A former Navy pilot, prosecutor, and three-term member of Congress, she has been an uninspiring campaigner, someone prone to word-salad answers and awkward freezes. “There is a generation of Democratic candidates who were brought up in a certain way, and now they are behaving in that way,” says one party strategist in the state. “She is a good person who would probably do a pretty good job as governor, but she is a product of a system that spits out replacement-level candidates.”

For his part, Ciattarelli has campaigned well, and is generating some unmistakable enthusiasm, but a lot of it is probably attributable to his self-transformation into a close ally of the president’s (he definitely wasn’t in 2021), which may cost him among swing voters. Trump’s recent decision to unilaterally cancel the Gateway Tunnel project that would give some relief to New Jersey commuters into New York did the Republican no favors. Nor has the administration’s abrasive, racially-profiling mass deportation program, which may well reverse the pro-GOP trend among Latino voters (a large presence in New Jersey) so evident last year.

Independents (who participate at reduced levels in non-presidential elections) tend to break against incumbent parties in elections like this one.

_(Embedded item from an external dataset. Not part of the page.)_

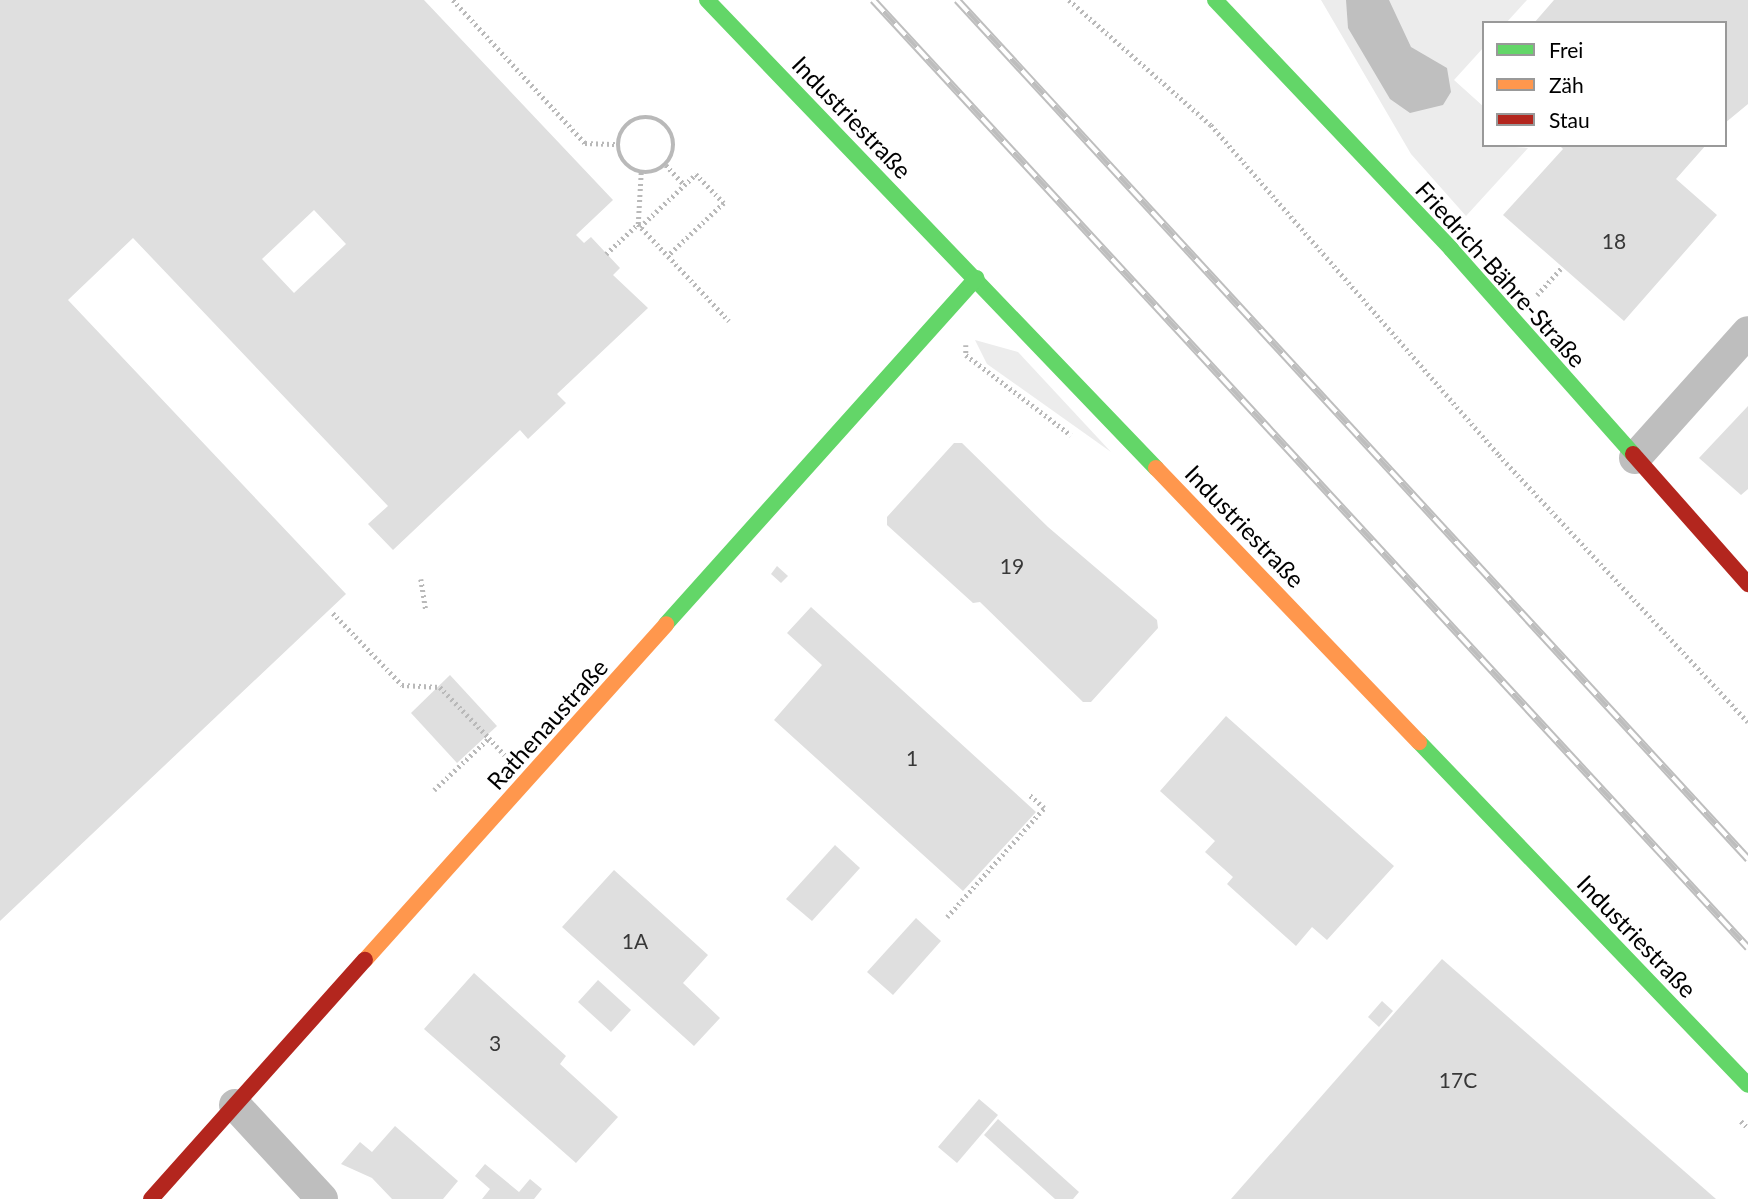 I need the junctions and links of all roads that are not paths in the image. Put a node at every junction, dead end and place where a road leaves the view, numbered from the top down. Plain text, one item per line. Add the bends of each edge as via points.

But which incumbent will they punish? Given Trump’s unparalleled ability to dominate the news every hour of every day, you’d have to figure he will be more front-of-mind with undecided voters than Murphy, or at least that’s what Democrats hope.

Unlike the off-year contest in Virginia, where toxic texts from the Democratic nominee for attorney general have all but overshadowed the gubernatorial election, Sherrill and Ciattarelli have the spotlight all to themselves (the only other statewide office up this year is that of the Lieutenant Governor, who runs on a ticket with the candidate for governor). Some late public polls are being touted by Republicans as showing a surge for their candidate, but that could be because they were conducted by pollsters who are often pro-GOP outliers. Quantus Insights has Sherrill leading by three points, co/efficient shows her up by one, and Emerson — which had the race tied in September — has Sherrill up by two points, all results within the margin of error. The very latest poll, from Quinnipiac, has Sherrill ahead 51 percent to 43 percent among likely voters, pretty much where they had the race in September and early October.

Given lingering Democratic concerns about Sherrill, it’s worth noting that she over-performed expectations in the June primary, when she comfortably dispatched five viable rivals. And she may currently suffer in media perceptions by being compared unfavorably to New York City phenomenon Zohran Mamdani, a problem that probably won’t carry over to actual voters. As New Jersey native Matthew Cooper observed, she’s still favored unless some late developments cut the other way:

The best thing Sherrill has going for her is that no one inside the campaign thought this would be easy, and now they’ve had enough scares that they’re not taking anything for granted. The wind may finally be at Sherrill’s back, but as a helicopter pilot, she knows it can shift.  

When will we know the results? It depends. It’s worth noting that New Jersey is one of 22 states that allow mail ballots postmarked by election day to be counted if they are received by election officials within a set period of time (six days, in this case). This is a practice that Trump has loudly denounced as inherently fraudulent, so if the race is very close when Election Day ballots have been counted, you can expect some “stolen election” noise from the White House since mail ballots will definitely skew Democratic. It’s another reason Democrats everywhere are praying that Sherrill, as Cooper puts it, manages to stick the “landing.”